Main features of Version 5.12:
  • Supports most common multichannel spectrum formats
  • Automatic spectrum fitting
  • Gamma spectroscopy data for calibrations
  • Quality assurance package, including:
    • determination of absolute and relative full-energy peak efficiency
    • system nonlinearity for precise energy measurement
    • FWHM (detector resolution) vs. energy curve fitting
  • ADC test module
  • Support for Dual Loss Free Counting (LFC) spectra
  • Nuclide identification for NAA and PGAA
  • Various output formats (CSV, Sampo) for further data processing.
For detailed information and customer care, please visit the website of Hypermet-PC.

Handbook of PGAA

Edited by Gábor L. Molnár and Zsolt Révay


Prompt gamma activation analysis is a unique, non-destructive nuclear analytical method with multi-element capabilities. It is most effective if intense neutron beams (especially cold beams) of nuclear reactors are used to induce the prompt gamma radiation. Based largely on the authors' pioneering research in cold neutron PGAA, the handbook describes the methodology in self-contained manner and reviews recent applications. The library of prompt gamma ray data and spectra for all natural elements, also provided on a CD-ROM supplement, is a unique aid to the practitioner. The level is understandable by a broad audience, which facilitates teaching and training.

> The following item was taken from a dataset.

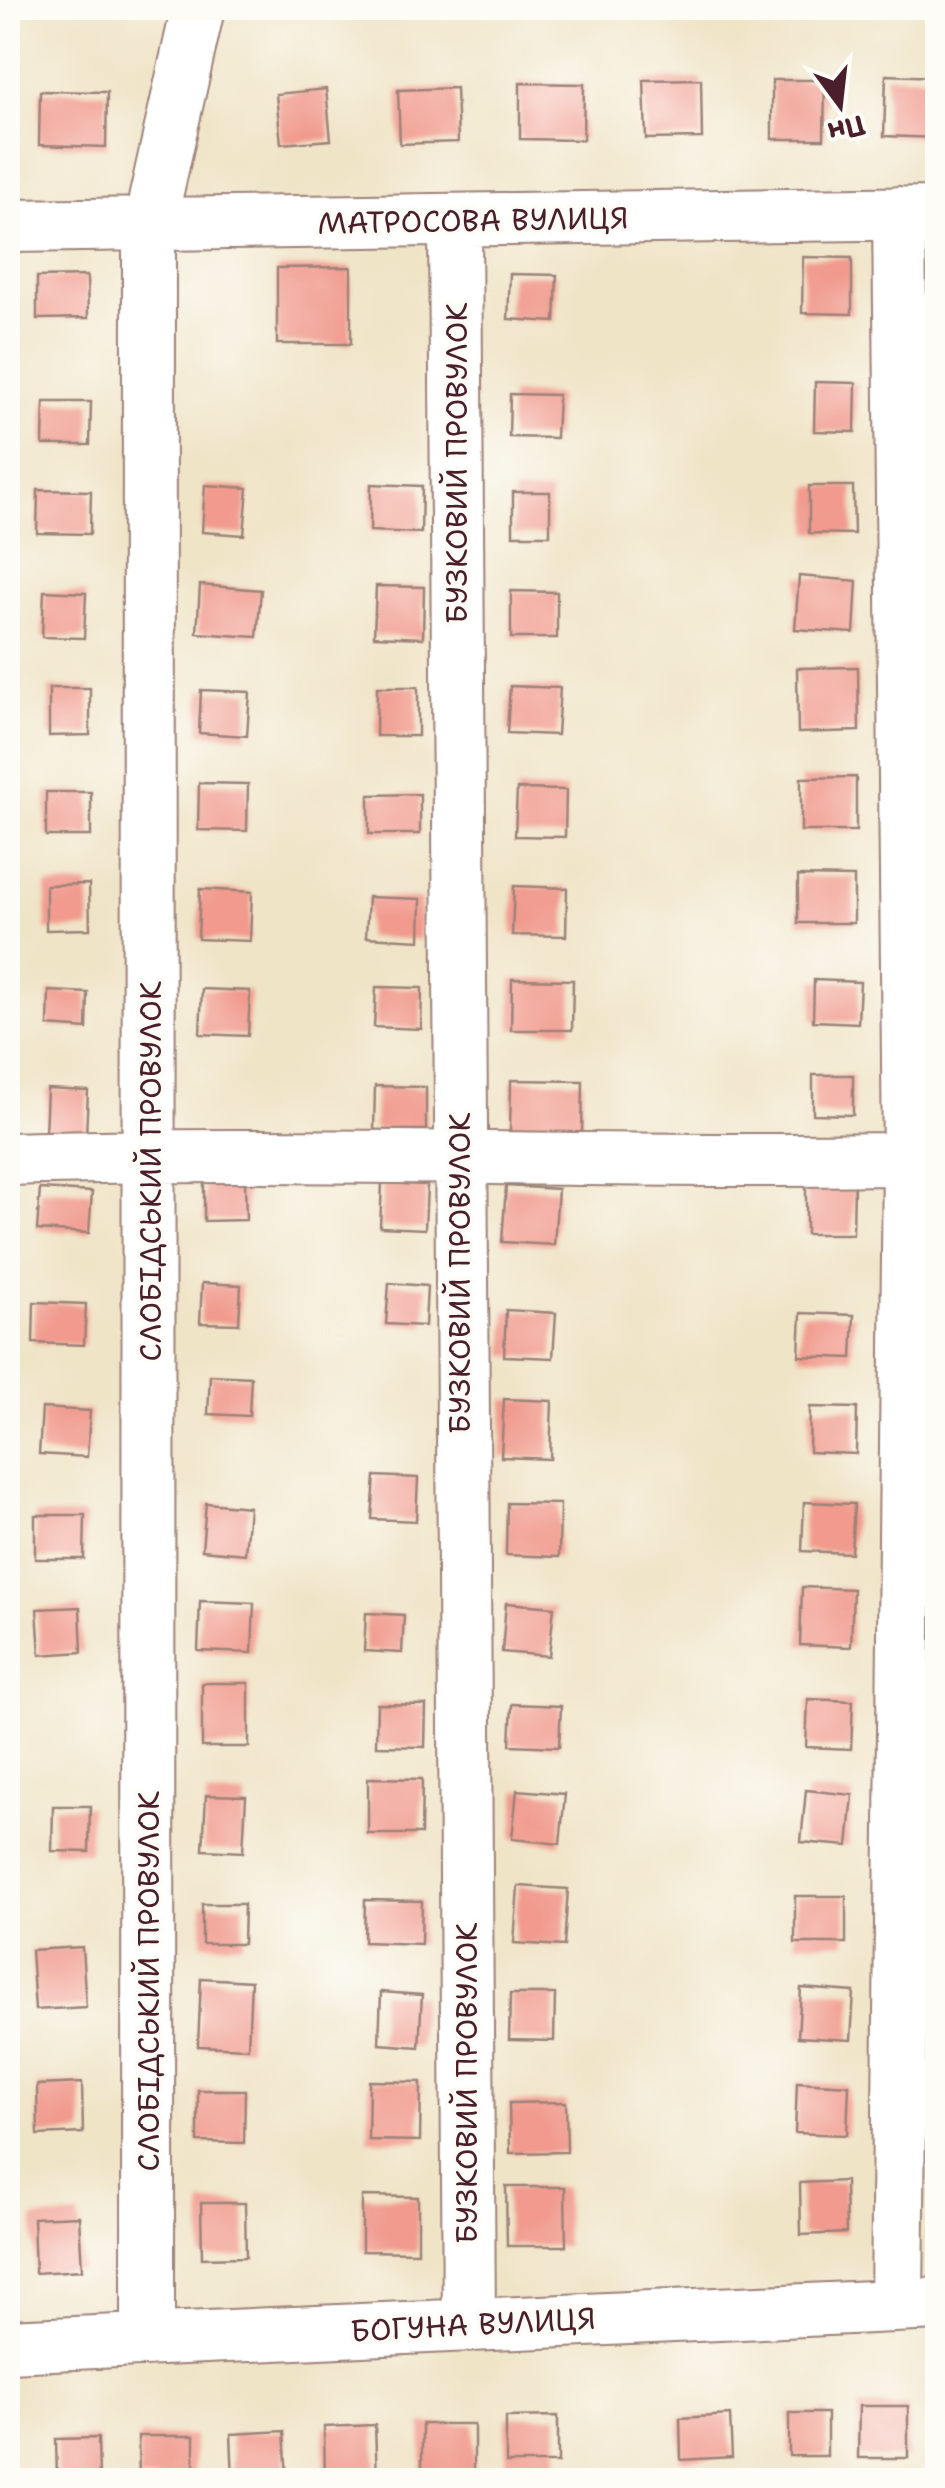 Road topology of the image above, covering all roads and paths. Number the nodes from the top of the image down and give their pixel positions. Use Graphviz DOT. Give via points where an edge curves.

This is a new, comprehensive handbook, written for those practicing the method, wanting to implement it at a reactor facility, or just looking for a powerful non-destructive method of element analysis. The book is also useful for nuclear physics, chemistry and engineering scientists, scholars and graduate students interested in neutron-induced gamma ray spectroscopy and nuclear analytical methods.

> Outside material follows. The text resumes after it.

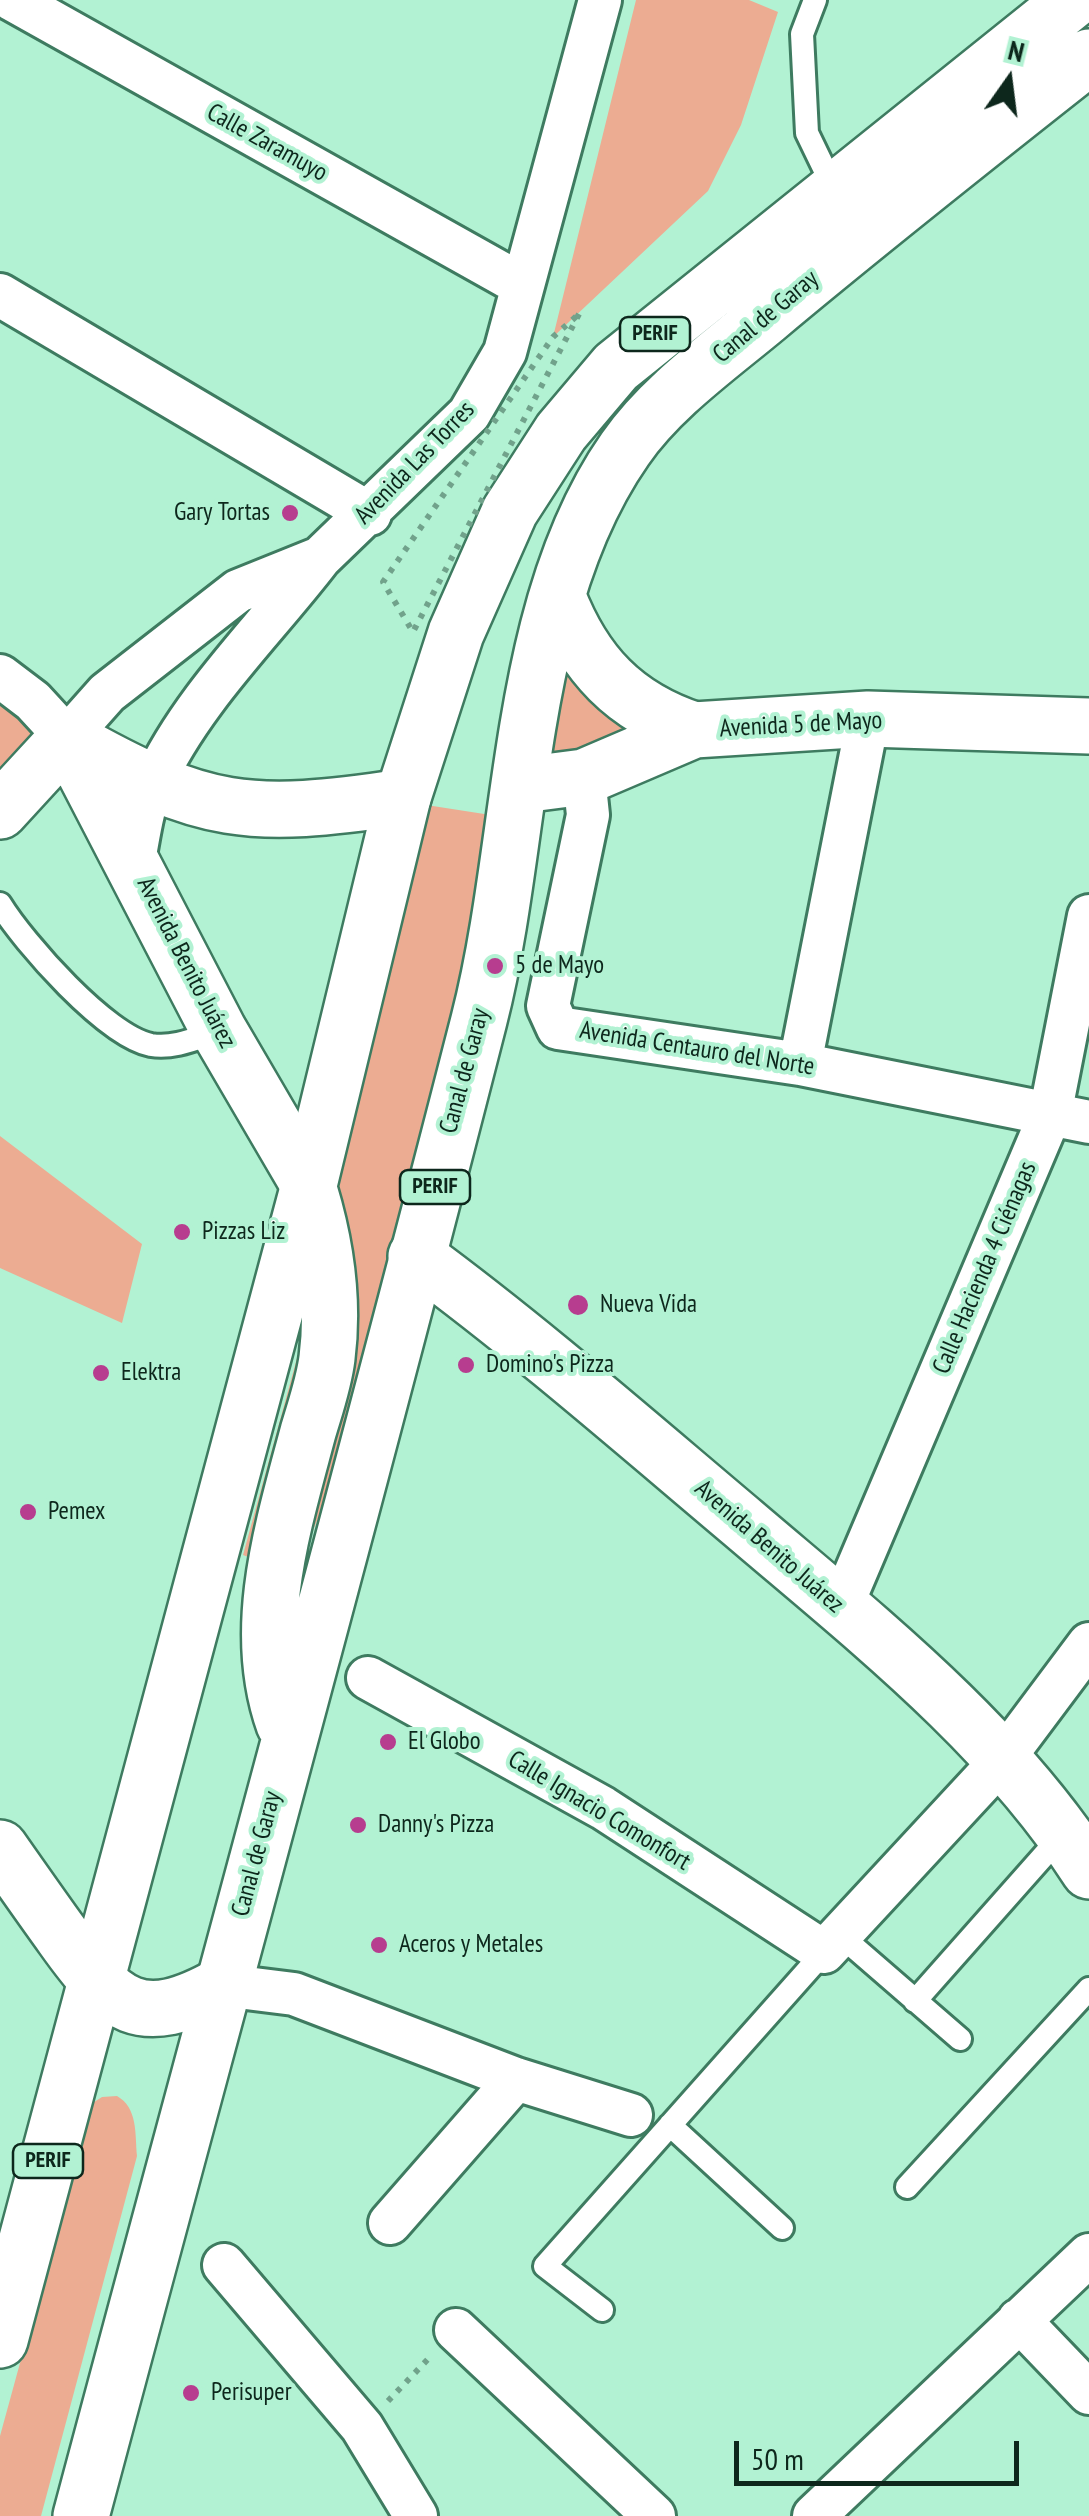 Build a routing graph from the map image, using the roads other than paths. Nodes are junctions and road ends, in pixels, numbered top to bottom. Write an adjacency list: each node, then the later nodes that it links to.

The book was originally published by the Kluwer Academic Publisher, which later became part of the Springer Publishing House.

ISBN: 1-4020-1304-3

More information can be found at:

Handbook of Nuclear Chemistry

Editors: Attila Vértes, Sándor Nagy, Zoltán Klencsár
Publioshed in 2004.

ISBN: 978-1-4020-1305-8
Link to the website of Springer.


The Handbook of Nuclear Chemistry, in 5 volumes with 48 chapters, 2800 pages, is written by well-recognized stakeholders in the different topics, and has its main routes in chemistry and in nuclear sciences at large. It is mainly addressed to specialists in different nuclear fields, nonetheless it contains an advanced set of information for students at Ph.D. level in chemistry, physics, engineering, pharmaceutical sciences, biology, and medicine as well. The effort of the authors to adopt the Systéme International d’Unité, and IUPAC, IUPAP and ISO terminology, quantities and nomenclature is appreciable, like the appropriate comments of the Handbook's editors: Attila Vértes, Sándor Nagy and Zoltán Klencsár as footnotes of the individual chapters, in order to harmonize the different volumes. No similar complete opera has ever been available on the editorial market. The entire Handbook is introduced by the Hungarian born nuclear scientist Edward Teller (1908–2003).

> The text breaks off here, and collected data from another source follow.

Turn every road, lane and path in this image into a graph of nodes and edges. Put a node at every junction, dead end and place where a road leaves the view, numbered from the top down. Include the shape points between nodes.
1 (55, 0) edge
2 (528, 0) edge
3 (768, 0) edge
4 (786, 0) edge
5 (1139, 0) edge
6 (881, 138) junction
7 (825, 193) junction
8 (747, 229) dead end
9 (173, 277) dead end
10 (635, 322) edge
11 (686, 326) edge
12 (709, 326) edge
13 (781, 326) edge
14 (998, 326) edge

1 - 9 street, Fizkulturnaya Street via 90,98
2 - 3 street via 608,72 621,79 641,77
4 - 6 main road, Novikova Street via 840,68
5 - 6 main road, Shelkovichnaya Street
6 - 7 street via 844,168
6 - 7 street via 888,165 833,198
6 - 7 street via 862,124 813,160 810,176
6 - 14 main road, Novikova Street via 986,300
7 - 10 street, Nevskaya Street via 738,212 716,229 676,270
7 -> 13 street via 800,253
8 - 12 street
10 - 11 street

The Handbook is written primarily for chemists, but it would be of relevance for scientists dealing with radiation physics and chemistry, materials sciences, applied nuclear physics, biophysics, radiobiology, radiopharmaceutical chemistry, nuclear medicine, radiation protection, environmental sciences, and all fields in which the powerful energy of the atomic nucleus is required and advantageously utilized. The chapters are clearly written and completed with essential and updated specialized bibliography. A number of Appendices with numerical data, fundamental constants and nuclide tables complete the opera.

(a book review cited from Radiation Physics and Chemistry 72 (2005) 737–738, written by Mauro L. Bonardi). See the full review at doi:10.1016/j.radphyschem.2004.06.002.

Our deceased department head, Molnár L. Gábor,  was Appendix editor of 4 volumes.